What’s old is new again. Honey and vinegar have been used as medical treatments for centuries. Now scientists are examining how a mixture of the two, also known as oxymel, could be applied to improve treatments for infections, particularly bacterial infections that can be difficult to treat.
One reason some bacterial infections are tough to eradicate is that many bacteria are protected within a biofilm, a complex system of bacteria which can attach tightly to surfaces, like flesh in a wound infection, making them difficult to kill. Manuka honey has been proven to possess antimicrobial properties and aid wound healing. And vinegar has been shown to be a useful antiseptic.
Researchers at the University of Warwick decided to explore what happens when both honey and vinegar are combined and applied to biofilms of bacteria grown in the laboratory. They also tested which combination of honey and vinegar worked best.
Erin Connelly and Freya Harrison and their team began by investigating the effects of combinations of two medical-grade honey ointments with natural vinegar or acetic acid. “In our survey of premodern recipes we noticed a pattern of combining honey and vinegar to wash or dress wounds and swellings, and this inspired us to focus on that combination in our analysis,” researcher Erin Connelly explained.
“[W]hen we put these low doses [of vinegar and honey] together, we saw a large number of bacteria dying which is really exciting.”
By comparing the use of vinegar and acetic acid alone, then in combination with medical-grade honey, the researchers found that a combination of vinegar and honey worked best.
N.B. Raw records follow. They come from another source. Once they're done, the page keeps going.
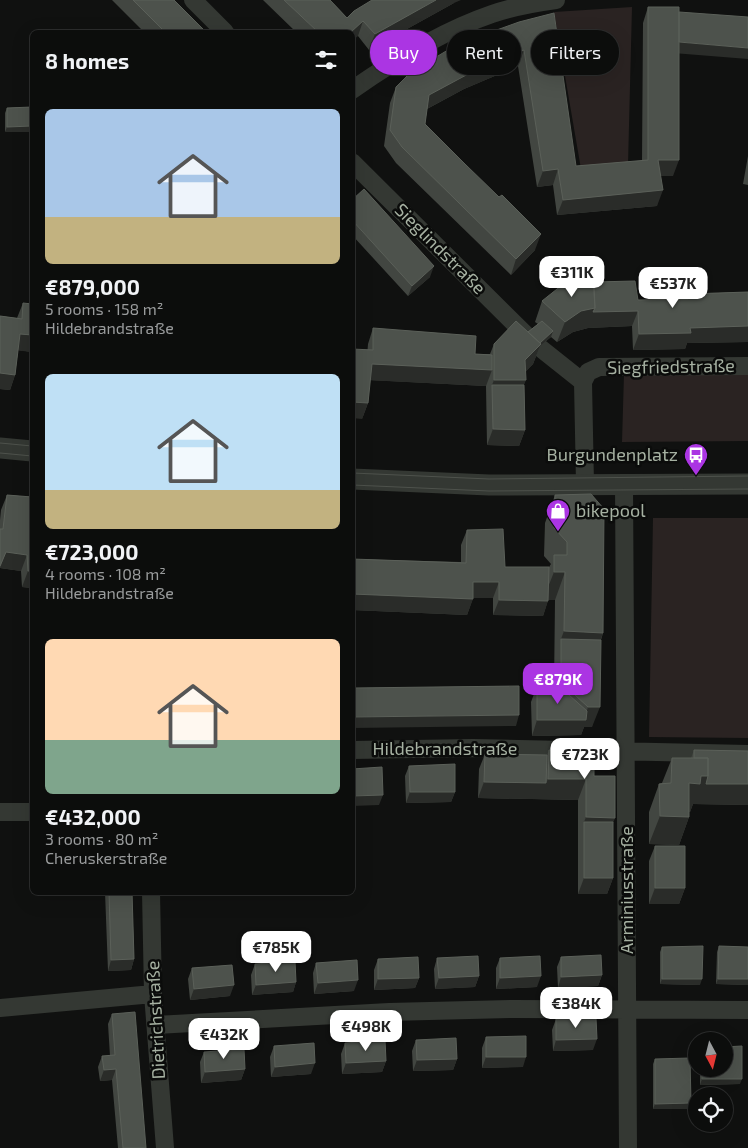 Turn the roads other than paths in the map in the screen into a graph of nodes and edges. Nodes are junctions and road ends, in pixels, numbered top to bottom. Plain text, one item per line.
1 (193, 0) edge
2 (556, 0) edge
3 (223, 30) edge
4 (355, 88) edge
5 (355, 165) edge
6 (748, 366) edge
7 (584, 382) junction
8 (0, 448) edge
9 (30, 451) edge
10 (355, 479) edge
11 (585, 484) junction
12 (624, 484) junction
13 (748, 484) edge
14 (355, 750) edge
15 (626, 751) junction
16 (748, 754) edge
17 (0, 812) edge
18 (30, 812) edge
19 (151, 895) edge
20 (153, 994) junction
21 (0, 1008) edge
22 (628, 1008) junction
23 (748, 1010) edge
24 (156, 1025) junction
25 (165, 1148) edge
26 (628, 1148) edge

1 - 3 street
2 - 4 street
5 - 7 street, Sieglindstraße
6 - 7 street, Siegfriedstraße
7 - 11 street, Siegfriedstraße
8 - 9 street
10 - 11 street
11 - 12 street
12 - 13 street
12 - 15 street
14 - 15 street, Hildebrandstraße
15 - 16 street, Hildebrandstraße
15 - 22 street, Arminiusstraße
17 - 18 street
19 - 20 street, Dietrichstraße
20 - 21 street
20 - 24 street, Dietrichstraße
22 - 23 street
22 - 24 street
22 - 26 street, Arminiusstraße
24 - 25 street, Dietrichstraße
“We applied a low dose of honey, that alone didn’t kill the bacteria, and a low dose of acetic acid that also could not kill the bacteria alone,” said Harrison. “These doses are lower than those that wound care nurses currently use on patients. But when we put these low doses [of vinegar and honey] together, we saw a large number of bacteria dying which is really exciting.”
Natural or whole vinegar also appeared to be superior. They found some natural vinegars had a greater ability to kill bacteria than an equivalent dose of pure acetic acid, the byproduct of fermentation that produces vinegar and which gives it its characteristic odor. In particular, pomegranate vinegars had strong antibacterial activity and, like acetic acid, had activity when combined with honey.
The burden of wound care and infections is increasing year by year, particularly with conditions such as diabetes on the rise. More research is needed to understand the mechanism and best dose combinations of honey and vinegar, but the results are promising enough that the researchers hope to begin clinical trials of a modern version of oxymel.
The study is published in Microbiology.